The problem: Pull out every line in the data that has the string "view" in it.

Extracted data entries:
*** Block opens ***

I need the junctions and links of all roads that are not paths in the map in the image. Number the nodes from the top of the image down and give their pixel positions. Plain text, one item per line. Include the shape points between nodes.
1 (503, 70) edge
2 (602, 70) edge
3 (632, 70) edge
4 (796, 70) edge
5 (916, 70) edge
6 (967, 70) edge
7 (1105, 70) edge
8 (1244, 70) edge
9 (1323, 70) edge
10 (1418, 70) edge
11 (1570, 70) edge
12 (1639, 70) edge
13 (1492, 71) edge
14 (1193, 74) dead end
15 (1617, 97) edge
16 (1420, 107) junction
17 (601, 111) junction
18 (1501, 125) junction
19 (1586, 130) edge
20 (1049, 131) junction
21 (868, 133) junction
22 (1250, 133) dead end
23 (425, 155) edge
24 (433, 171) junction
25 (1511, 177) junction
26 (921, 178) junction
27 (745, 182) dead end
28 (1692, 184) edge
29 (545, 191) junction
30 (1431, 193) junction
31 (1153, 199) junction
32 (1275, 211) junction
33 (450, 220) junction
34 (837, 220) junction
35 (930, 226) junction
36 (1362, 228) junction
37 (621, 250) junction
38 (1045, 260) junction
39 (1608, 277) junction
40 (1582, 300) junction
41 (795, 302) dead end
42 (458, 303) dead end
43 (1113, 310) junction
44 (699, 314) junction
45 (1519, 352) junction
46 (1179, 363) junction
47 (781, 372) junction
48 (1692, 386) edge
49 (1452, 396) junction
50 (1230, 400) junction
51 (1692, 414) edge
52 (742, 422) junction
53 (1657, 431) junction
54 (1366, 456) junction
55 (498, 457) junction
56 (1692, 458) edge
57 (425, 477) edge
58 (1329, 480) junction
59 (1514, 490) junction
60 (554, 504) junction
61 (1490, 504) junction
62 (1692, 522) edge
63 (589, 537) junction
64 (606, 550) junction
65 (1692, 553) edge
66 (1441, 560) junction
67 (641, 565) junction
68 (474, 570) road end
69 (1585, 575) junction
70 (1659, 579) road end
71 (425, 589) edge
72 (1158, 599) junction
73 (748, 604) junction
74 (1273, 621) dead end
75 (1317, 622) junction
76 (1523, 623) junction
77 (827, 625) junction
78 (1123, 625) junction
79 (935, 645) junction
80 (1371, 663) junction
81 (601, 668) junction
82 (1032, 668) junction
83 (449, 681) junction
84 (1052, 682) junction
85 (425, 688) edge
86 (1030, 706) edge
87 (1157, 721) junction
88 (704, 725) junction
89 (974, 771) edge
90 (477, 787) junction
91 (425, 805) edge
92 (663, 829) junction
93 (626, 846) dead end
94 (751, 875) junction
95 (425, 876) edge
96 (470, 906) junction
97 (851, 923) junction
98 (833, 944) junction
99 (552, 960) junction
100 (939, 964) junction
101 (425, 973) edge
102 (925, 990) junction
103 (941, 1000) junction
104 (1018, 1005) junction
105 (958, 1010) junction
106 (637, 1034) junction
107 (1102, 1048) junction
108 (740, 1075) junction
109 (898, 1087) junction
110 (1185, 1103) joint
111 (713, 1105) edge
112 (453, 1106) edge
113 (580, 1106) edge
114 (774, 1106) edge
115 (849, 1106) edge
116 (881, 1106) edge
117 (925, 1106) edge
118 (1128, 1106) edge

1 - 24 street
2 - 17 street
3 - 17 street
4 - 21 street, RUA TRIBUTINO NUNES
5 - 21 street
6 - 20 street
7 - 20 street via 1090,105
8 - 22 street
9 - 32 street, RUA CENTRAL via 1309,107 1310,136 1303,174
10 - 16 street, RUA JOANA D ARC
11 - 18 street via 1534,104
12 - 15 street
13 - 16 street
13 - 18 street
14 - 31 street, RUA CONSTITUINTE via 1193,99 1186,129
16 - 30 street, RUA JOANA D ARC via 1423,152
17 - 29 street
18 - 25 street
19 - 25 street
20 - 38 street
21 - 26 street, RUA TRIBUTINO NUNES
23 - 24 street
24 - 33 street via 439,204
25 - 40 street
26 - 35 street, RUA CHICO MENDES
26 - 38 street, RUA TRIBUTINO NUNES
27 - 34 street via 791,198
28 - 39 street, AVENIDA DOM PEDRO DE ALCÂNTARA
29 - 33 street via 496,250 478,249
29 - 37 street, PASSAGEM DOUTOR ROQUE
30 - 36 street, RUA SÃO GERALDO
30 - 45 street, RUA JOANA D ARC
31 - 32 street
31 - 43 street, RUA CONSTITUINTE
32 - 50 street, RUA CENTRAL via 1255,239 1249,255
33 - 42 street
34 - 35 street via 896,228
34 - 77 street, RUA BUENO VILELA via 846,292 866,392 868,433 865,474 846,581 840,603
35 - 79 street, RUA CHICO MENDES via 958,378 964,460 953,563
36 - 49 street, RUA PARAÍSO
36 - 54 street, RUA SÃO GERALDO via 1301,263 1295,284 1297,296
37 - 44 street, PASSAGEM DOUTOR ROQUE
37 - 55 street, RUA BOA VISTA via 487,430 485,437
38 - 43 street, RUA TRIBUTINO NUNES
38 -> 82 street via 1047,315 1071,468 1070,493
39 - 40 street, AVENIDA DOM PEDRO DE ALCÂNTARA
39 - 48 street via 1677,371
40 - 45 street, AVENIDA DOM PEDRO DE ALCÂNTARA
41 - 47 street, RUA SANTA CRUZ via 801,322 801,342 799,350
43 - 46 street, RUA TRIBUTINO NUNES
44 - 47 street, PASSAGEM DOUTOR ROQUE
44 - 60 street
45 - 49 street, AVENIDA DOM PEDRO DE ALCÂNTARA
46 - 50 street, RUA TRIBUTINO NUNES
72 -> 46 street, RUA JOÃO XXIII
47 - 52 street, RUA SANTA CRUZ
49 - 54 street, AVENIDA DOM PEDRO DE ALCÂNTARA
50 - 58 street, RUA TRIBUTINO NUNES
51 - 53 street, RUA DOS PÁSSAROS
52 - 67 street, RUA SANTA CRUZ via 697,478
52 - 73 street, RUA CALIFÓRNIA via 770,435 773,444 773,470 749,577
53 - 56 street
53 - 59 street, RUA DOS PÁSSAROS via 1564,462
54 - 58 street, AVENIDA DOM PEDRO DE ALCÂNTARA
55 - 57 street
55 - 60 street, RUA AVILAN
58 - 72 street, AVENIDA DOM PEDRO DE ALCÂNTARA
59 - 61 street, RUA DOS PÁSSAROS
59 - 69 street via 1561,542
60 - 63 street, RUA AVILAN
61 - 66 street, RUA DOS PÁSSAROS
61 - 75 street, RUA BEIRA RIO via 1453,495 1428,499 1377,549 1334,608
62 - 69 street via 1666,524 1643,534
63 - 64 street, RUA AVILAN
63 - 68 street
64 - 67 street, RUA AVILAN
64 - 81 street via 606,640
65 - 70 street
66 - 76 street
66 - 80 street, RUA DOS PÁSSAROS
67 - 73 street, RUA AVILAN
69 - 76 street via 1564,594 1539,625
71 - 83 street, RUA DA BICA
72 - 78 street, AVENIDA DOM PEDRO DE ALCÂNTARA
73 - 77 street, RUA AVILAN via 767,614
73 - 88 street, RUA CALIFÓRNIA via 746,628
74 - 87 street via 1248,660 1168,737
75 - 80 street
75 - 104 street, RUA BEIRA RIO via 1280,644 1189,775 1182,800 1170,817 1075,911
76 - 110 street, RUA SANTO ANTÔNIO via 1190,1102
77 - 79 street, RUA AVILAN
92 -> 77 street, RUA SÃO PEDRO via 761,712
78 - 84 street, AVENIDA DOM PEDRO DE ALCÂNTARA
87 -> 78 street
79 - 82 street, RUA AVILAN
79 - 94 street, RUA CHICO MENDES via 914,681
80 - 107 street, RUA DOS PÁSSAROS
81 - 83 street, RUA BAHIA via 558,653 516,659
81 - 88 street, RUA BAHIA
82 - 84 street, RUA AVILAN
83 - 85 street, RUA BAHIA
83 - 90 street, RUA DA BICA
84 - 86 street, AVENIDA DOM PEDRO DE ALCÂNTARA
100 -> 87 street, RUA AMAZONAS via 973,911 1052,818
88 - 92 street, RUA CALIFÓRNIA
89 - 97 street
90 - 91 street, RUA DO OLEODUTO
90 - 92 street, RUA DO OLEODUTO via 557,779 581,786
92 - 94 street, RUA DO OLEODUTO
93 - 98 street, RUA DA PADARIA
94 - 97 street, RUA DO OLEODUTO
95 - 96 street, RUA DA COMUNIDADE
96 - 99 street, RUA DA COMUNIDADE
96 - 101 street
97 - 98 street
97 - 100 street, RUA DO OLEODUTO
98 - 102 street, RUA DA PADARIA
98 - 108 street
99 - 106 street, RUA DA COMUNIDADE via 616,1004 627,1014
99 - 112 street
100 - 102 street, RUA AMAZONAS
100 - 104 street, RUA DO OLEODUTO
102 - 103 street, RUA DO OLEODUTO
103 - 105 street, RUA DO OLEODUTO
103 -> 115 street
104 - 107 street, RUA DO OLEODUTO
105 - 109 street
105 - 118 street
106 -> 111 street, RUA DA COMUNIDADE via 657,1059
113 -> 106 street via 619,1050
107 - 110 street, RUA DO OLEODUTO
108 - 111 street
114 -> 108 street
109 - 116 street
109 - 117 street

*** Block closes ***
*** Block opens ***

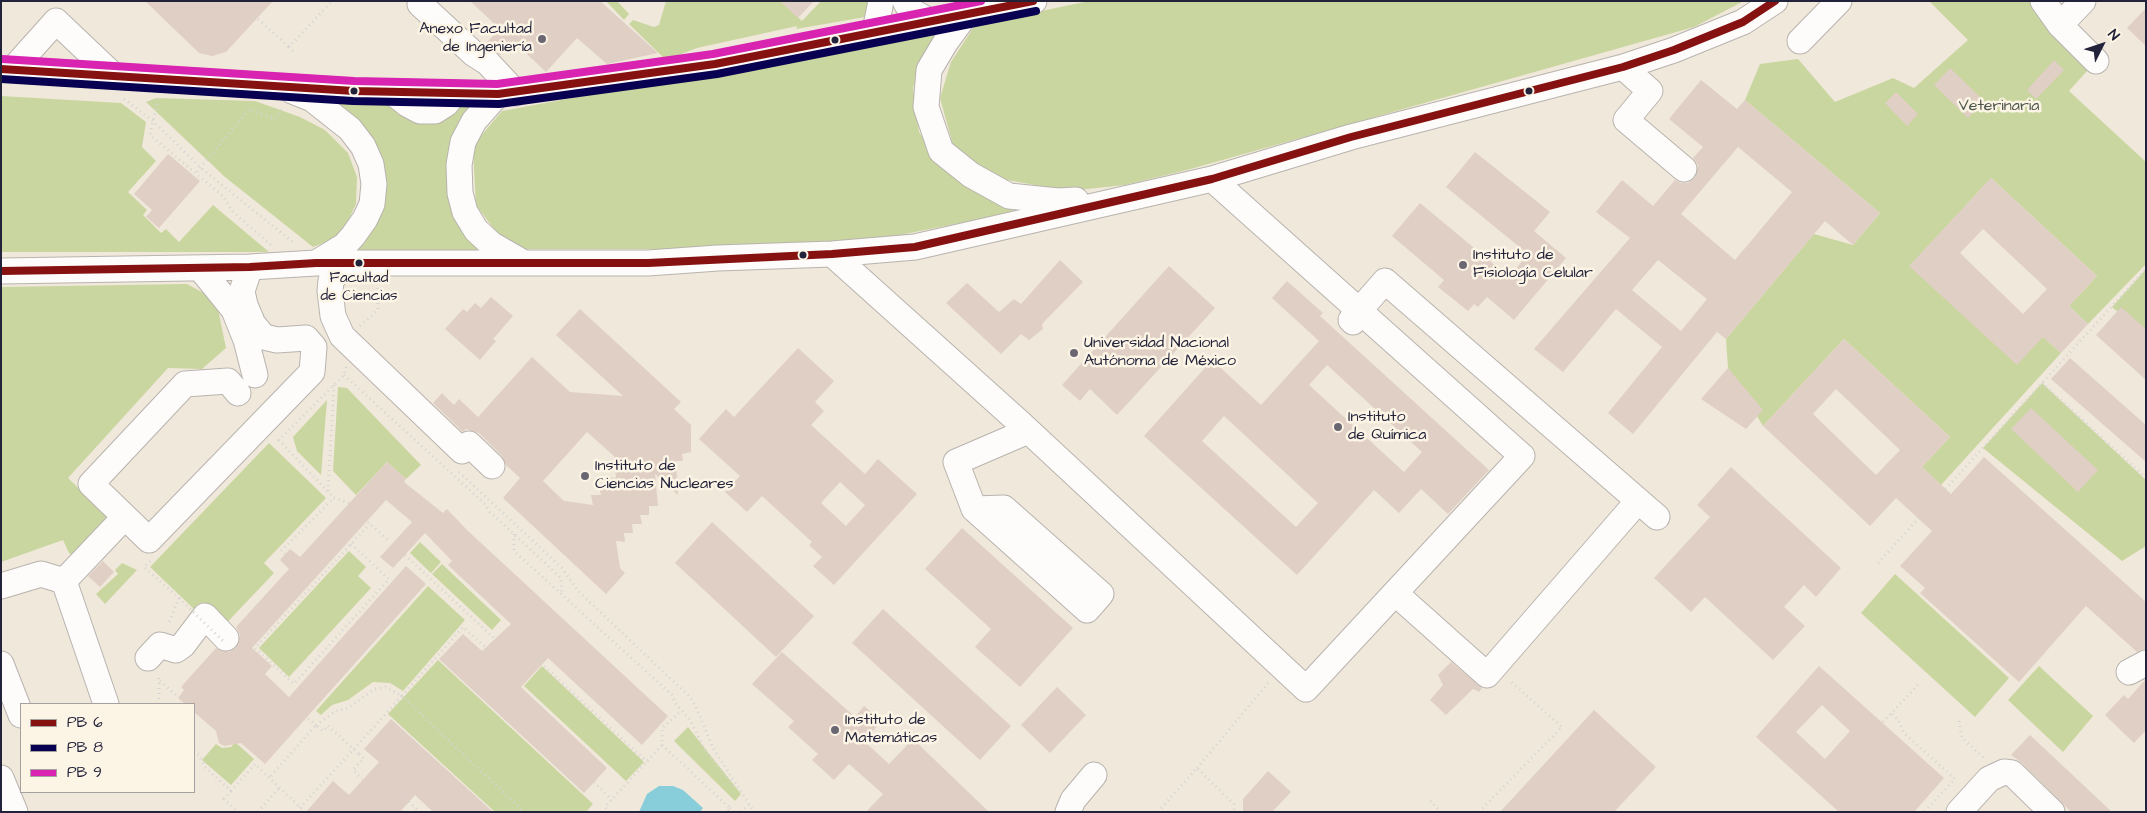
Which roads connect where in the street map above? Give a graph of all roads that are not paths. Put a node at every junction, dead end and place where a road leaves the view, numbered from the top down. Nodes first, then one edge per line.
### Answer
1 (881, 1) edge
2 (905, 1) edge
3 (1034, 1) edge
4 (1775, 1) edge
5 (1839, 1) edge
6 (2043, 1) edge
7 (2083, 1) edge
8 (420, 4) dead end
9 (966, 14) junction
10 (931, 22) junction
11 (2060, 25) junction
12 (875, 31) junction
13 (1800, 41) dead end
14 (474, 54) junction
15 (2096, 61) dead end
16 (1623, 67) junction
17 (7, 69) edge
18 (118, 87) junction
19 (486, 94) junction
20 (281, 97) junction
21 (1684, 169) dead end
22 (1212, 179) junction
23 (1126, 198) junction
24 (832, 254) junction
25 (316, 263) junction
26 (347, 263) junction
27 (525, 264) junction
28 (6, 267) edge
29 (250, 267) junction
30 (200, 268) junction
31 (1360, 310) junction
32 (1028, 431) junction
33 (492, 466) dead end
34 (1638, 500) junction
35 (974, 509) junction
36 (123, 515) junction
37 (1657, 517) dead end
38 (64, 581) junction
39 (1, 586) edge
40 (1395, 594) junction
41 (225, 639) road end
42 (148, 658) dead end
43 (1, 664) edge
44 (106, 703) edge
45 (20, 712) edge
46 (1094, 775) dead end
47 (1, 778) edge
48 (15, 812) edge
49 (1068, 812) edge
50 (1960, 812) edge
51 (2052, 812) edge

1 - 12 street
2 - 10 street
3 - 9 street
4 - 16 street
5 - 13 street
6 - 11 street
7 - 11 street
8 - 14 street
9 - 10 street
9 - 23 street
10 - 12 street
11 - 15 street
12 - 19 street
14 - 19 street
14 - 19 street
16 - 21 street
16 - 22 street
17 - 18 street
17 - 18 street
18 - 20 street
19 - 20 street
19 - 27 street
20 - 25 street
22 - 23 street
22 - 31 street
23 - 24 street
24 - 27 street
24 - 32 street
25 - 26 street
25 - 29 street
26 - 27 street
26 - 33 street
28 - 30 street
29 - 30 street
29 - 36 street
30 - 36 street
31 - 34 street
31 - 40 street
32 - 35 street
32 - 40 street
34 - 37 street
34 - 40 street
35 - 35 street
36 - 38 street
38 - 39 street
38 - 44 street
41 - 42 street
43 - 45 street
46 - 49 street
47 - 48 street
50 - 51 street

*** Block closes ***
*** Block opens ***

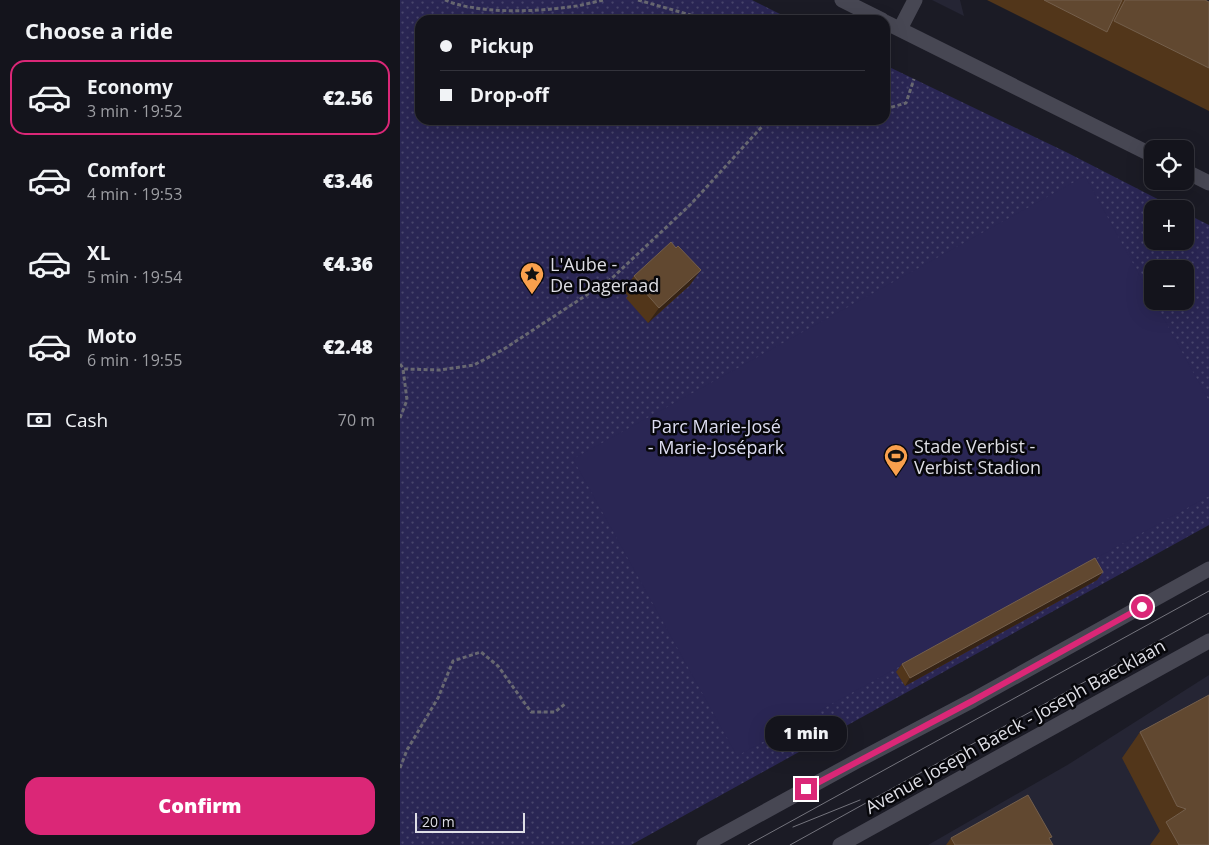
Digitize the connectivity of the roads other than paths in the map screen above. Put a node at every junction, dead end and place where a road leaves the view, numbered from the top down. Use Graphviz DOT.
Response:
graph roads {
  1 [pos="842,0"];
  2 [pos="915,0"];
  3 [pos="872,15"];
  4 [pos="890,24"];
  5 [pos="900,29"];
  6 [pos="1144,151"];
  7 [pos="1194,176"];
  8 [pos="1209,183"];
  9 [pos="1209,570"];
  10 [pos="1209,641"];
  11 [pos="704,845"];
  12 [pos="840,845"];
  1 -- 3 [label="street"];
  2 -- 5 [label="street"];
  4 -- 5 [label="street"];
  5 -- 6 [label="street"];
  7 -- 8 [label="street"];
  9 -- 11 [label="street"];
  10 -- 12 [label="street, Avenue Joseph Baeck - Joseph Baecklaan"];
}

*** Block closes ***

Result:
Which roads connect where in the street map above? Give a graph of all roads that are not paths. Put a node at every junction, dead end and place where a road leaves the view, numbered from the top down. Nodes first, then one edge per line.
Digitize the connectivity of the roads other than paths in the map screen above. Put a node at every junction, dead end and place where a road leaves the view, numbered from the top down. Use Graphviz DOT.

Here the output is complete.